Network Dependence Can Lead to Spurious Associations and Invalid Inference
成果类型:
Article
署名作者:
Lee, Youjin; Ogburn, Elizabeth L.
署名单位:
University of Pennsylvania; Johns Hopkins University; Johns Hopkins Bloomberg School of Public Health
刊物名称:
JOURNAL OF THE AMERICAN STATISTICAL ASSOCIATION
ISSN/ISSBN:
0162-1459
DOI:
10.1080/01621459.2020.1782219
发表日期:
2021
页码:
1060-1074
关键词:
coronary-heart-disease
left-ventricular mass
spatial autocorrelation
alzheimer-disease
blood-pressure
risk-factor
framingham
stroke
contagion
dementia
摘要:
Researchers across the health and social sciences generally assume that observations are independent, even while relying on convenience samples that draw subjects from one or a small number of communities, schools, hospitals, etc. A paradigmatic example of this is the Framingham Heart Study (FHS). Many of the limitations of such samples are well-known, but the issue of statistical dependence due to social network ties has not previously been addressed. We show that, along with anticonservative variance estimation, this can result in spurious associations due to network dependence. Using a statistical test that we adapted from one developed for spatial autocorrelation, we test for network dependence in several of the thousands of influential papers that have been published using FHS data. Results suggest that some of the many decades of research on coronary heart disease, other health outcomes, and peer influence using FHS data may suffer from spurious associations, error-prone point estimates, and anticonservative inference due to unacknowledged network dependence.
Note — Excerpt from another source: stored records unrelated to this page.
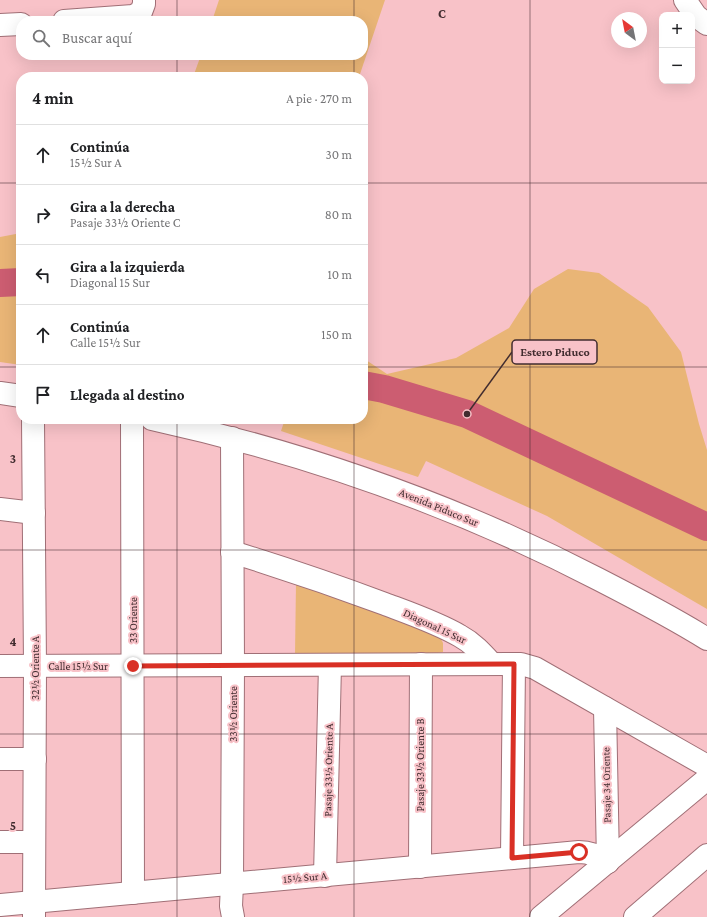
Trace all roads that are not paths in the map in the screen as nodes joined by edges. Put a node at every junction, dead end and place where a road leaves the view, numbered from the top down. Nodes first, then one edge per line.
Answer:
1 (684, 0) edge
2 (143, 6) edge
3 (133, 16) edge
4 (16, 24) edge
5 (707, 24) edge
6 (0, 25) edge
7 (0, 393) edge
8 (16, 395) edge
9 (33, 424) edge
10 (132, 424) edge
11 (173, 424) edge
12 (232, 438) junction
13 (0, 509) edge
14 (34, 513) junction
15 (232, 552) junction
16 (707, 639) edge
17 (421, 664) junction
18 (492, 664) junction
19 (514, 664) junction
20 (233, 665) junction
21 (330, 665) junction
22 (0, 666) edge
23 (35, 666) junction
24 (133, 666) junction
25 (605, 708) junction
26 (0, 759) edge
27 (35, 759) junction
28 (707, 766) edge
29 (707, 779) edge
30 (0, 842) edge
31 (34, 842) junction
32 (707, 855) edge
33 (512, 858) junction
34 (608, 862) junction
35 (420, 867) junction
36 (325, 876) junction
37 (232, 884) junction
38 (133, 893) junction
39 (0, 905) edge
40 (34, 910) edge
41 (233, 917) edge
42 (541, 917) edge
43 (635, 917) edge

1 - 5 street
2 - 3 street
4 - 6 street
7 - 8 street
9 - 14 street, 32½ Oriente A
10 - 24 street, 33 Oriente
11 - 12 street, Avenida Piduco Sur
12 - 15 street, 33½ Oriente
12 - 16 street, Avenida Piduco Sur
13 - 14 street
14 - 23 street, 32½ Oriente A
15 - 18 street, Diagonal 15 Sur
15 - 20 street, 33½ Oriente
17 - 18 street, Calle 15½ Sur
17 - 21 street, Calle 15½ Sur
17 - 35 street, Pasaje 33½ Oriente B
18 - 19 street
19 - 25 street
19 - 33 street
20 - 21 street, Calle 15½ Sur
20 - 24 street, Calle 15½ Sur
20 - 37 street, 33½ Oriente
21 - 36 street, Pasaje 33½ Oriente A
22 - 23 street, Calle 15½ Sur
23 - 24 street, Calle 15½ Sur
23 - 27 street, 32½ Oriente A
24 - 38 street, 33 Oriente
25 - 28 street
25 - 34 street, Pasaje 34 Oriente
26 - 27 street
27 - 31 street, 32½ Oriente A
29 - 34 street
30 - 31 street
31 - 40 street, 32½ Oriente A
32 - 43 street
33 - 34 street, 15½ Sur A
33 - 35 street, 15½ Sur A
34 - 42 street
35 - 36 street, 15½ Sur A
36 - 37 street, 15½ Sur A
37 - 38 street, 15½ Sur A
37 - 41 street, 33½ Oriente
38 - 40 street, 15½ Sur A
39 - 40 street, 15½ Sur A

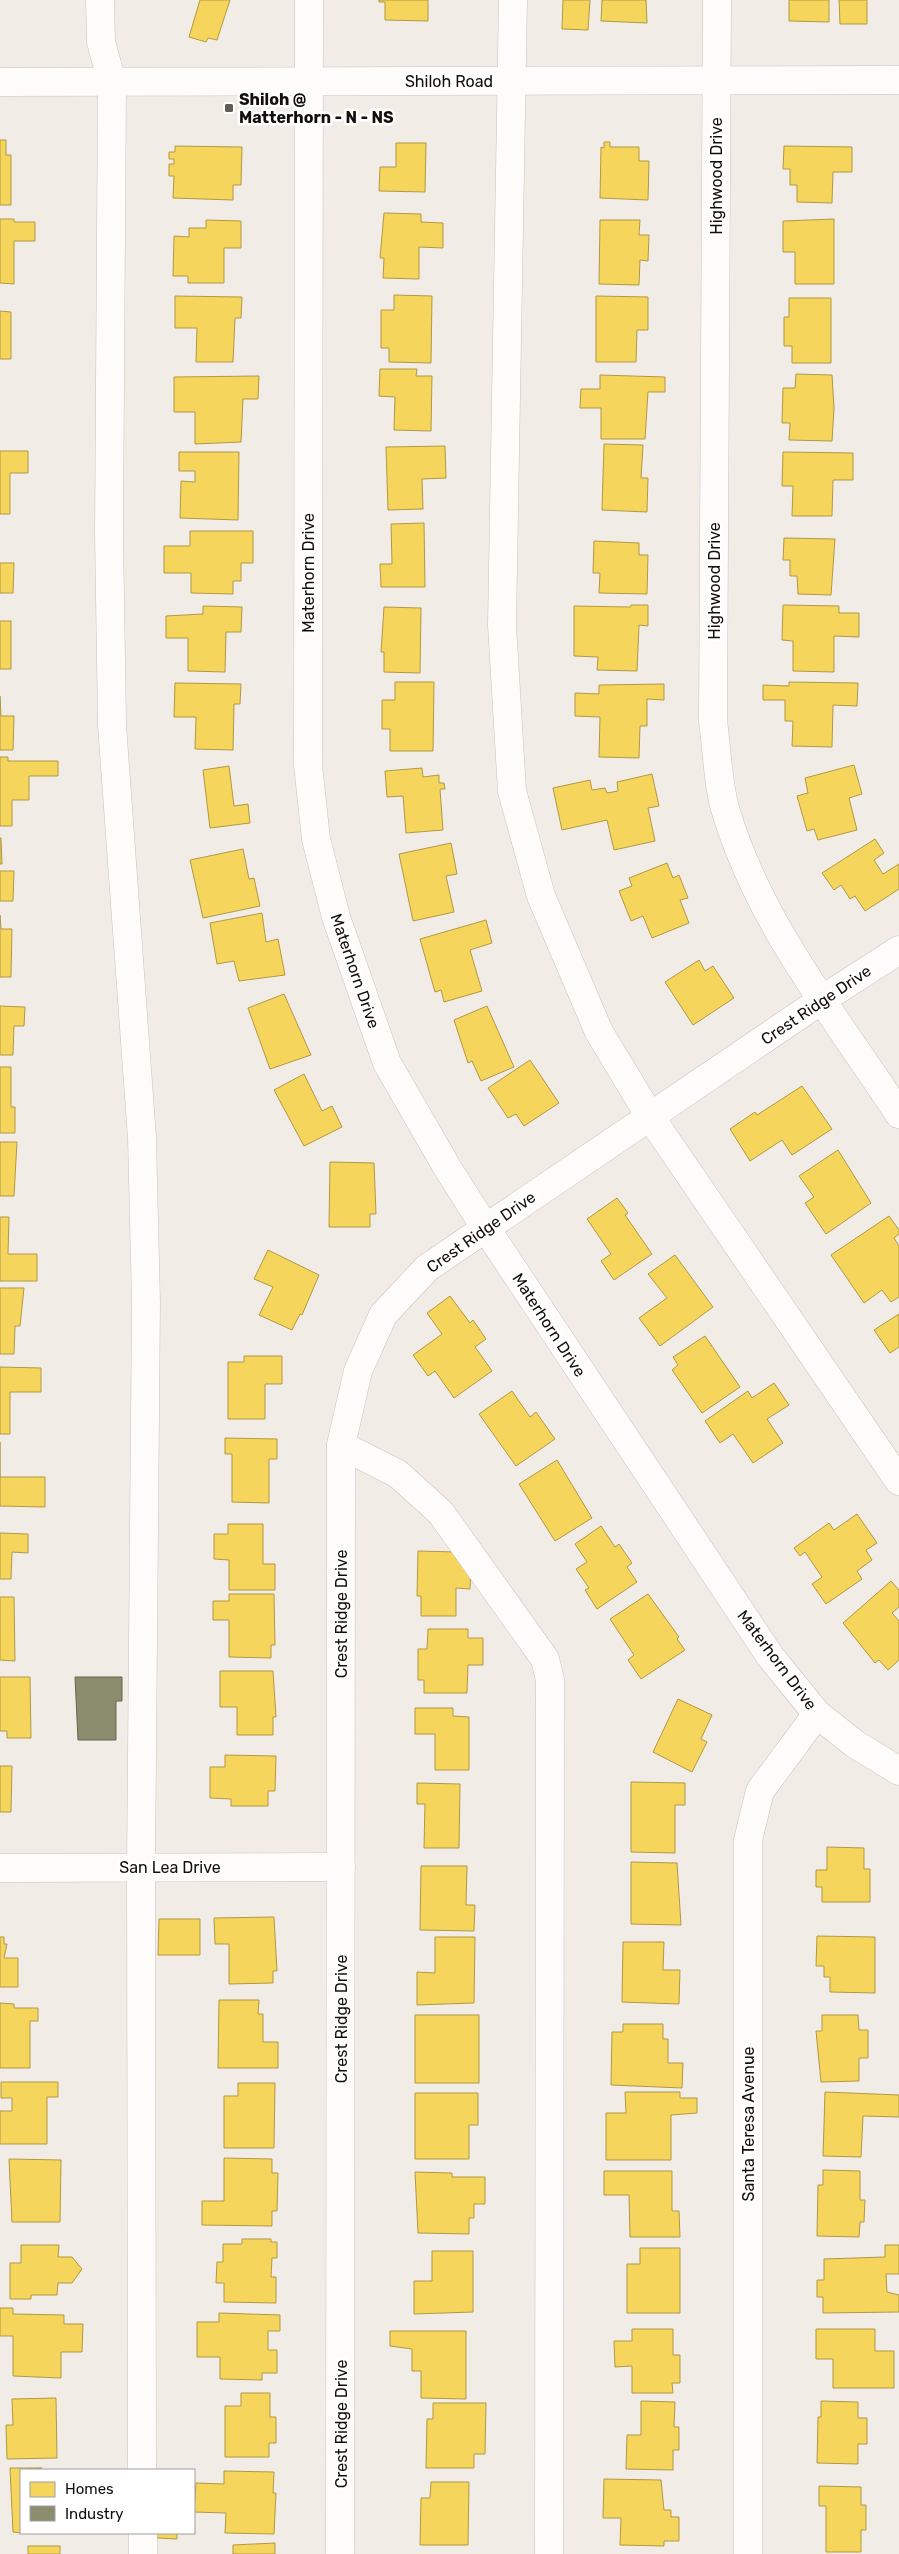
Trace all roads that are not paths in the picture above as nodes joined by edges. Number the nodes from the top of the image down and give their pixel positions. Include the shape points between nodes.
1 (100, 0) edge
2 (309, 0) edge
3 (514, 0) edge
4 (717, 0) edge
5 (899, 80) edge
6 (310, 81) junction
7 (514, 81) junction
8 (717, 81) junction
9 (0, 82) edge
10 (112, 82) junction
11 (899, 950) edge
12 (823, 999) junction
13 (899, 1114) edge
14 (651, 1118) junction
15 (485, 1227) junction
16 (341, 1445) junction
17 (899, 1482) edge
18 (817, 1714) junction
19 (899, 1771) edge
20 (141, 1867) junction
21 (341, 1867) junction
22 (0, 1868) edge
23 (142, 2469) edge
24 (142, 2534) edge
25 (142, 2554) edge
26 (340, 2554) edge
27 (549, 2554) edge
28 (748, 2554) edge

1 - 10 street via 100,42
2 - 6 street, Materhorn Drive
3 - 7 street
4 - 8 street, Highwood Drive
5 - 8 street, Shiloh Road
6 - 7 street, Shiloh Road
6 - 10 street, Shiloh Road
6 - 15 street, Materhorn Drive via 308,765 316,839 336,917 387,1063
7 - 8 street, Shiloh Road
7 - 14 street via 502,625 512,791 541,896 599,1032
8 - 12 street, Highwood Drive via 713,721 726,814 754,888
9 - 10 street, Shiloh Road
10 - 20 street via 109,534 112,725 142,1138 146,1302
11 - 12 street, Crest Ridge Drive
12 - 13 street, Highwood Drive
12 - 14 street, Crest Ridge Drive
14 - 15 street, Crest Ridge Drive
14 - 17 street
15 - 16 street, Crest Ridge Drive via 427,1268 383,1316 358,1371
15 - 18 street, Materhorn Drive via 770,1656
16 - 21 street, Crest Ridge Drive
16 - 27 street via 398,1474 441,1513 545,1659 550,1680
18 - 19 street, Materhorn Drive via 855,1744
18 - 28 street, Santa Teresa Avenue via 760,1791 748,1840
20 - 21 street, San Lea Drive
20 - 22 street, San Lea Drive
20 - 23 street
21 - 26 street, Crest Ridge Drive
24 - 25 street

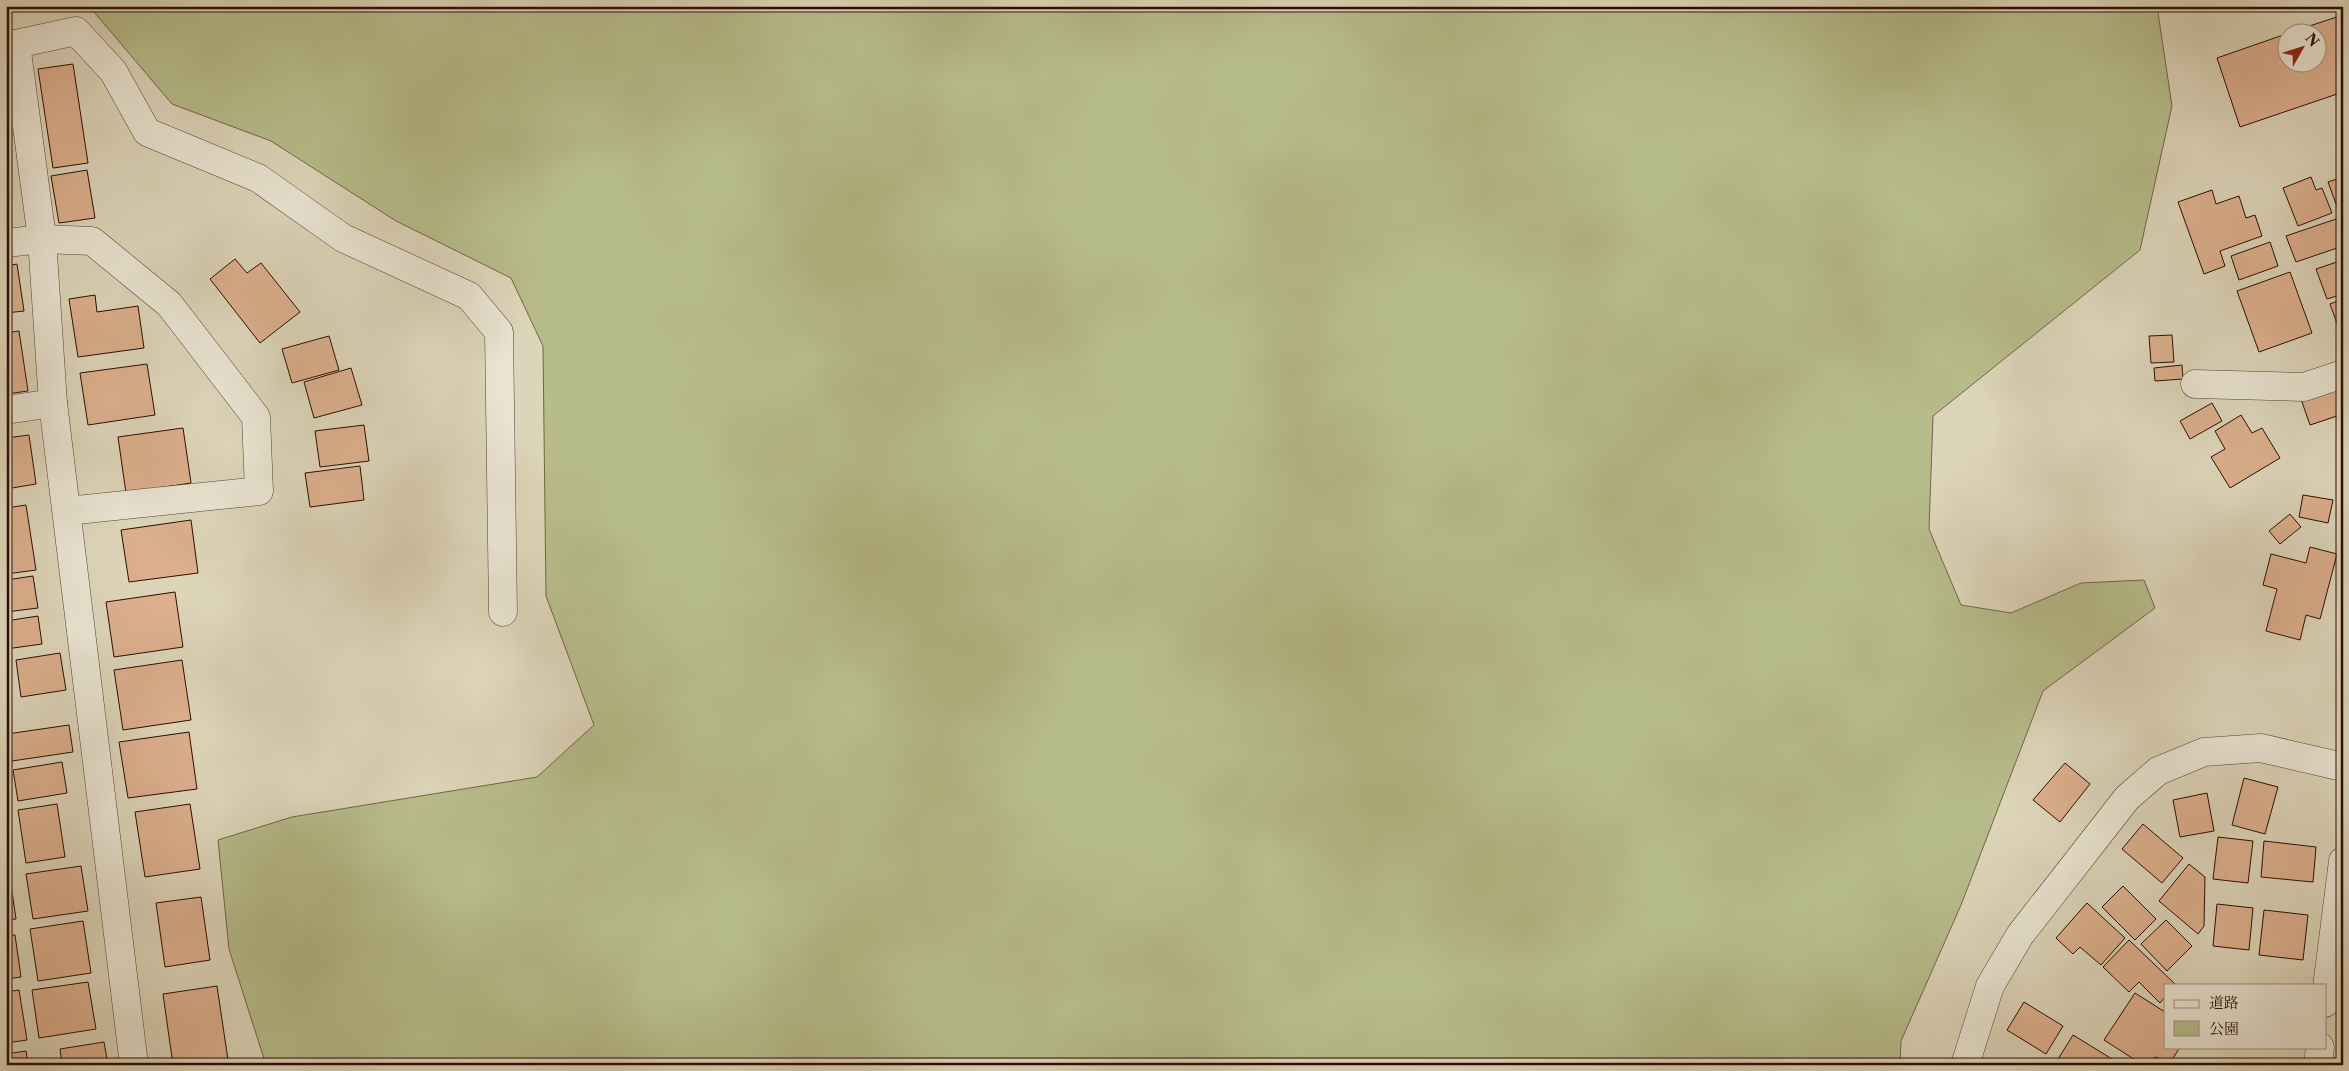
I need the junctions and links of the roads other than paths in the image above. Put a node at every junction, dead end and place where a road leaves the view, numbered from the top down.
1 (11, 44) edge
2 (42, 239) junction
3 (6, 244) edge
4 (2343, 374) edge
5 (2196, 384) dead end
6 (54, 403) junction
7 (6, 410) edge
8 (67, 512) junction
9 (503, 612) dead end
10 (2343, 767) edge
11 (2343, 861) edge
12 (2326, 995) edge
13 (2320, 1048) edge
14 (134, 1065) edge
15 (1965, 1065) edge
16 (2318, 1065) edge

1 - 2 street
1 - 9 street
2 - 3 street
2 - 6 street
2 - 8 street
4 - 5 street
6 - 7 street
6 - 8 street
8 - 14 street
10 - 15 street
11 - 12 street
13 - 16 street

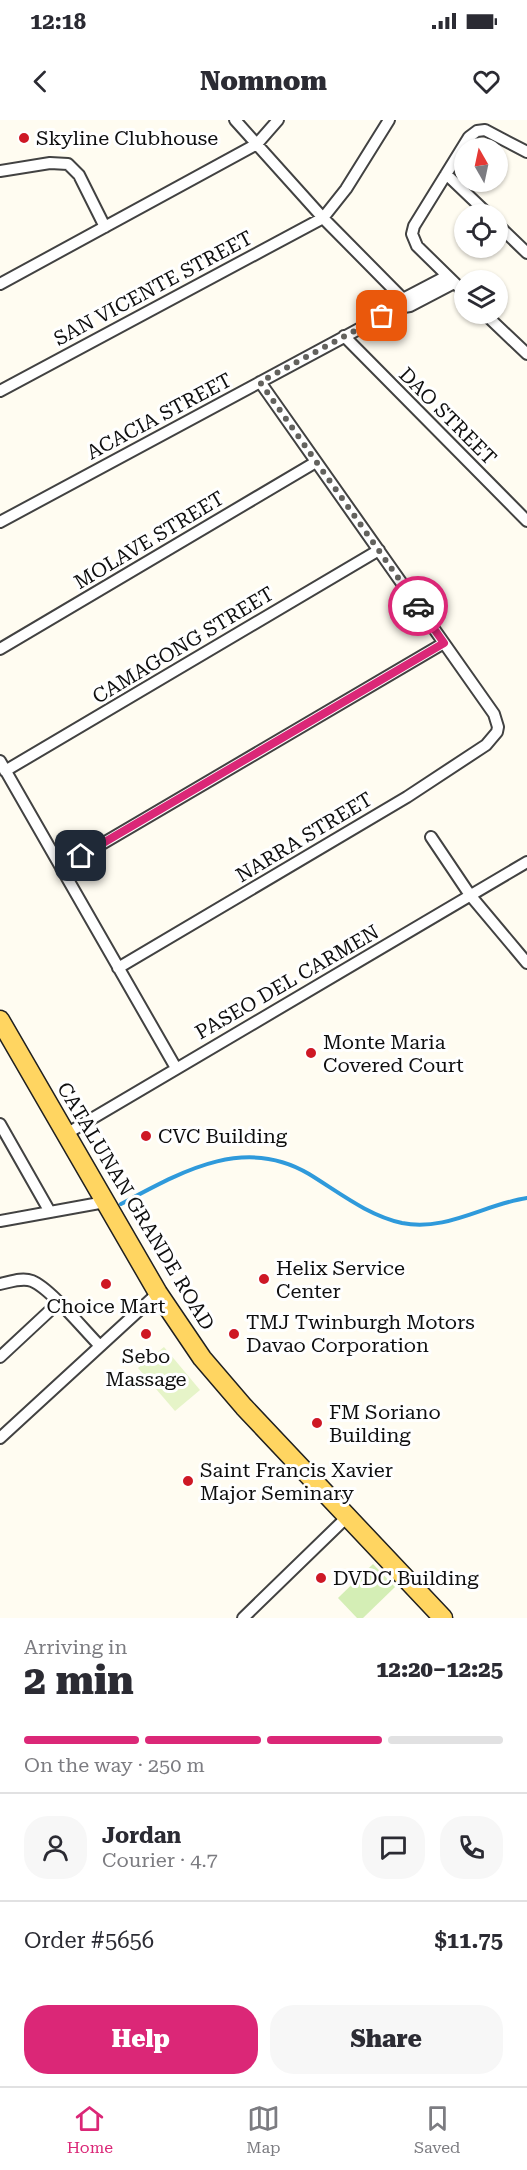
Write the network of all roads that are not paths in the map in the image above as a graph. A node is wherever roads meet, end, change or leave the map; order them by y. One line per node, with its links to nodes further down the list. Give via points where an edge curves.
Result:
1 (235, 120): 4 (street)
2 (278, 120): 4 (street)
3 (389, 120): 9 (street)
4 (257, 144): 9 (street); 10 (street)
5 (527, 151): 7 (street, via 485,130 477,131)
6 (0, 171): 10 (street, via 69,164 79,175)
7 (446, 174): 8 (street); 13 (street, via 412,234 417,246)
8 (478, 204)
9 (323, 218): 16 (street); 21 (street, SAN VICENTE STREET)
10 (105, 227): 15 (street)
11 (508, 235): 12 (street)
12 (527, 253)
13 (450, 279): 14 (street); 16 (street, ACACIA STREET)
14 (454, 283)
15 (0, 284)
16 (403, 304): 18 (street, ACACIA STREET)
17 (496, 324): 19 (street)
18 (344, 336): 20 (street, ACACIA STREET); 23 (street, DAO STREET)
19 (527, 354)
20 (260, 382): 22 (street); 24 (street, ACACIA STREET)
21 (0, 391)
22 (316, 462): 25 (street); 27 (street, MOLAVE STREET)
23 (527, 521)
24 (0, 522)
25 (379, 550): 26 (street); 28 (street, CAMAGONG STREET)
26 (444, 643): 31 (street); 34 (street, NARRA STREET, via 494,714 498,727 493,740 407,797)
27 (0, 649)
28 (3, 766): 31 (street)
29 (431, 837): 32 (street)
30 (526, 864): 32 (street, PASEO DEL CARMEN)
31 (61, 868): 34 (street)
32 (470, 895): 33 (street); 36 (street, PASEO DEL CARMEN)
33 (527, 963)
34 (118, 968): 36 (street)
35 (0, 1020): 38 (main road, CATALUNAN GRANDE ROAD)
36 (176, 1068): 38 (street, PASEO DEL CARMEN)
37 (0, 1124): 40 (street)
38 (66, 1134): 39 (main road, CATALUNAN GRANDE ROAD)
39 (105, 1202): 40 (street); 43 (main road, CATALUNAN GRANDE ROAD)
40 (50, 1212): 41 (street)
41 (0, 1221)
42 (0, 1284): 44 (street, via 33,1281)
43 (158, 1293): 45 (street); 48 (main road, CATALUNAN GRANDE ROAD, via 224,1386)
44 (58, 1303): 45 (street); 46 (street)
45 (100, 1346): 47 (street)
46 (0, 1357)
47 (0, 1438)
48 (347, 1517): 49 (street); 50 (main road, CATALUNAN GRANDE ROAD)
49 (243, 1618)
50 (443, 1618)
These issues are not unique to the FHS; as researchers in psychology, medicine, and beyond grapple with replication failures, this unacknowledged source of invalid statistical inference should be part of the conversation. Supplementary materials for this article, including a standardized description of the materials available for reproducing the work, are available as an online supplement.